## TASK
Scan the data for "roads" and copy each matching line.

◇ ◇ ◇ ◇

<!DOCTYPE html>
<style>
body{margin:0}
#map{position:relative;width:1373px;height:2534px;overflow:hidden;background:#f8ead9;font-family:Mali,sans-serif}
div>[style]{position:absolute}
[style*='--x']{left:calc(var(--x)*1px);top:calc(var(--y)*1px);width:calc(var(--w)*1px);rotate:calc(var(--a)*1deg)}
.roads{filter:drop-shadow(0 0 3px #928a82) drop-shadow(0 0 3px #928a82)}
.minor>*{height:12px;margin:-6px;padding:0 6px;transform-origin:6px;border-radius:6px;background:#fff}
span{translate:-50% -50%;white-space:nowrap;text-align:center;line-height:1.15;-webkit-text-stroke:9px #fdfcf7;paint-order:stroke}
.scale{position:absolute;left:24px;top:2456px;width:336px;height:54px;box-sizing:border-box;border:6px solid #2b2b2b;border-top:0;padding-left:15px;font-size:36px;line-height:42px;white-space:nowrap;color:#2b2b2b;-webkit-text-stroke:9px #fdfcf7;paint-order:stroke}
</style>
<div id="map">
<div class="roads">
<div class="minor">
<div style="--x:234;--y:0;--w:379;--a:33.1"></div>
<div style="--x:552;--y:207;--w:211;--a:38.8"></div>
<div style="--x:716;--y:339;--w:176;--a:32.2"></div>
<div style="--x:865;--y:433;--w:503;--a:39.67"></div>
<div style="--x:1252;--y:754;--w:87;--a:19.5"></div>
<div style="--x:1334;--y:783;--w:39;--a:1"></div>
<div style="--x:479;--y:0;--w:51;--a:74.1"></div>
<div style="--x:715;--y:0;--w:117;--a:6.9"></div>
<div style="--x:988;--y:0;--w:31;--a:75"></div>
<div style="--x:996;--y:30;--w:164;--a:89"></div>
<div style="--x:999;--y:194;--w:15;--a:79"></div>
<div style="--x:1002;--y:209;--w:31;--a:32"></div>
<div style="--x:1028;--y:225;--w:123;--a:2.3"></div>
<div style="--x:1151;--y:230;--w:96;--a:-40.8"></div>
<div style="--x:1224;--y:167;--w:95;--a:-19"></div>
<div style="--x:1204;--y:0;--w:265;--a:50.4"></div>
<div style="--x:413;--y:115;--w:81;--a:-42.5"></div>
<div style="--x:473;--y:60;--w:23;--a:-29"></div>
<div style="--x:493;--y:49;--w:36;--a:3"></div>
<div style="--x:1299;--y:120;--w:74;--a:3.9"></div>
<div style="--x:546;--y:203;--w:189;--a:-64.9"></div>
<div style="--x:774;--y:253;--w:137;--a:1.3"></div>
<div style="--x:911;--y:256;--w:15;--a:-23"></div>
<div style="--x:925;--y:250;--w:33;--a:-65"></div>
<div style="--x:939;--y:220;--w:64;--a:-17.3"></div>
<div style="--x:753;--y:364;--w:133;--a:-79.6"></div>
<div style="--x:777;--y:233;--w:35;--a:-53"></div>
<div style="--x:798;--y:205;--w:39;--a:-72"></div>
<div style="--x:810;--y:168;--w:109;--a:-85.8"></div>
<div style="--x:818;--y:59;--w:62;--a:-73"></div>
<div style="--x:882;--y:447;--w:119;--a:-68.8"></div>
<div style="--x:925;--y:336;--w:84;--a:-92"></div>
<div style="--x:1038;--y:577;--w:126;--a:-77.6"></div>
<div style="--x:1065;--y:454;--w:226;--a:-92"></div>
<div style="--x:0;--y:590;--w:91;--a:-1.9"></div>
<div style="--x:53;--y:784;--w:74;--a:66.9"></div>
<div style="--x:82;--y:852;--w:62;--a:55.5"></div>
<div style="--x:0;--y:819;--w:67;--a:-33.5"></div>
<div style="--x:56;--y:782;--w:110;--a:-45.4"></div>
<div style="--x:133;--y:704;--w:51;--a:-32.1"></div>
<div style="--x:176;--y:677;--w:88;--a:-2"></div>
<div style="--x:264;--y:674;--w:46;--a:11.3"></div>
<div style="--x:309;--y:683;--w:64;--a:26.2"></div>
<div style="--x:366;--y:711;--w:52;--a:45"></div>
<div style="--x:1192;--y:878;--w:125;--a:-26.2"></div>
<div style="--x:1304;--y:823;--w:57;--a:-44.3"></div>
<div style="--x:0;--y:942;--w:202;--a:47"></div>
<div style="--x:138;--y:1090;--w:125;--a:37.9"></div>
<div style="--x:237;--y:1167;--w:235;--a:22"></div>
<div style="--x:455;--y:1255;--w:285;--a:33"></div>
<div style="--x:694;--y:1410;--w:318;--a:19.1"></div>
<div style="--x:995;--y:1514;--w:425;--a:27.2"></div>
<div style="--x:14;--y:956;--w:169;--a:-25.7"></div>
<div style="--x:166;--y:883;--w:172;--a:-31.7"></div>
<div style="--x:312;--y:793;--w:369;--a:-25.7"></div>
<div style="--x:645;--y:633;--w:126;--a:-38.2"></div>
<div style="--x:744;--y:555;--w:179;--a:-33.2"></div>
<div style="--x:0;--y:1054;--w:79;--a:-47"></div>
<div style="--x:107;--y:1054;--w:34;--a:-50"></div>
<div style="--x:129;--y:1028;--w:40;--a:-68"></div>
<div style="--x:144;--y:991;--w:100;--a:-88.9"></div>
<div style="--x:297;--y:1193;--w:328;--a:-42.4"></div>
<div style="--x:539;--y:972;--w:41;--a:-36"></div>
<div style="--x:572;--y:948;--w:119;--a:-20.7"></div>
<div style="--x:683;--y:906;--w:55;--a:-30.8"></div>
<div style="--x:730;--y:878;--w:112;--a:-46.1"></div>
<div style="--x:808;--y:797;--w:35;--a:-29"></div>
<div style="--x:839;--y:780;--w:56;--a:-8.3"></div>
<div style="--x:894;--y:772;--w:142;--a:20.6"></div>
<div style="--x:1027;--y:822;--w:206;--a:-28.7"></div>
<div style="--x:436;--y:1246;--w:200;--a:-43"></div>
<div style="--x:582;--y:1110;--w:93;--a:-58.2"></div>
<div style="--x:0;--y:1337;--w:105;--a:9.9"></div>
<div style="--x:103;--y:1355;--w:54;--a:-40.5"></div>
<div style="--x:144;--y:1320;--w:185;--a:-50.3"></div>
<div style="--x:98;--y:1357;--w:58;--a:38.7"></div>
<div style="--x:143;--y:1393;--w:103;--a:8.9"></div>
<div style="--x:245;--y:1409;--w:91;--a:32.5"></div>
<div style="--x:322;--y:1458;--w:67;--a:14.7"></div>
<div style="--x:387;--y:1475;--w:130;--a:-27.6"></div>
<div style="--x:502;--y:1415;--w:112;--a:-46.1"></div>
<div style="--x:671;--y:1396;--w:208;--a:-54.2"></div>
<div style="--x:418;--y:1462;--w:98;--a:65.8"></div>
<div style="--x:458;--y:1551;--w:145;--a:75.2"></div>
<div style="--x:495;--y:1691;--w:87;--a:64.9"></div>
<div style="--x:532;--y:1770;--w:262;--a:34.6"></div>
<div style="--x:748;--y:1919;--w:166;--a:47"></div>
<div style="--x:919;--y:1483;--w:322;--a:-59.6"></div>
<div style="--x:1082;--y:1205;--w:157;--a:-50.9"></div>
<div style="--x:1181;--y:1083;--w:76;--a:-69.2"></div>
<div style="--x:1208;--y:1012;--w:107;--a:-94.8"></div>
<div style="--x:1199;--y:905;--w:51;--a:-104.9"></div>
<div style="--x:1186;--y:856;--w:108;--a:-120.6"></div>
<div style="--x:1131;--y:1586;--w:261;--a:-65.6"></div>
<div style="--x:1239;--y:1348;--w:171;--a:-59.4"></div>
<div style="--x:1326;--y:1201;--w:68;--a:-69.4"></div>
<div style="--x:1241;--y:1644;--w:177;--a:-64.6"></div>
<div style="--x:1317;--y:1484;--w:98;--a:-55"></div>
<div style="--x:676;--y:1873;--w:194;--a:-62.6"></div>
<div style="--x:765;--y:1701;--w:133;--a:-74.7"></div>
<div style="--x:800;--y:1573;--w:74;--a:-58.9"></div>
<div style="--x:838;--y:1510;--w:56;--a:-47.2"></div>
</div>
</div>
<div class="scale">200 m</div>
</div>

◇ ◇ ◇ ◇

## REPLY TO THE EXERCISE
.roads{filter:drop-shadow(0 0 3px #928a82) drop-shadow(0 0 3px #928a82)}
<div class="roads">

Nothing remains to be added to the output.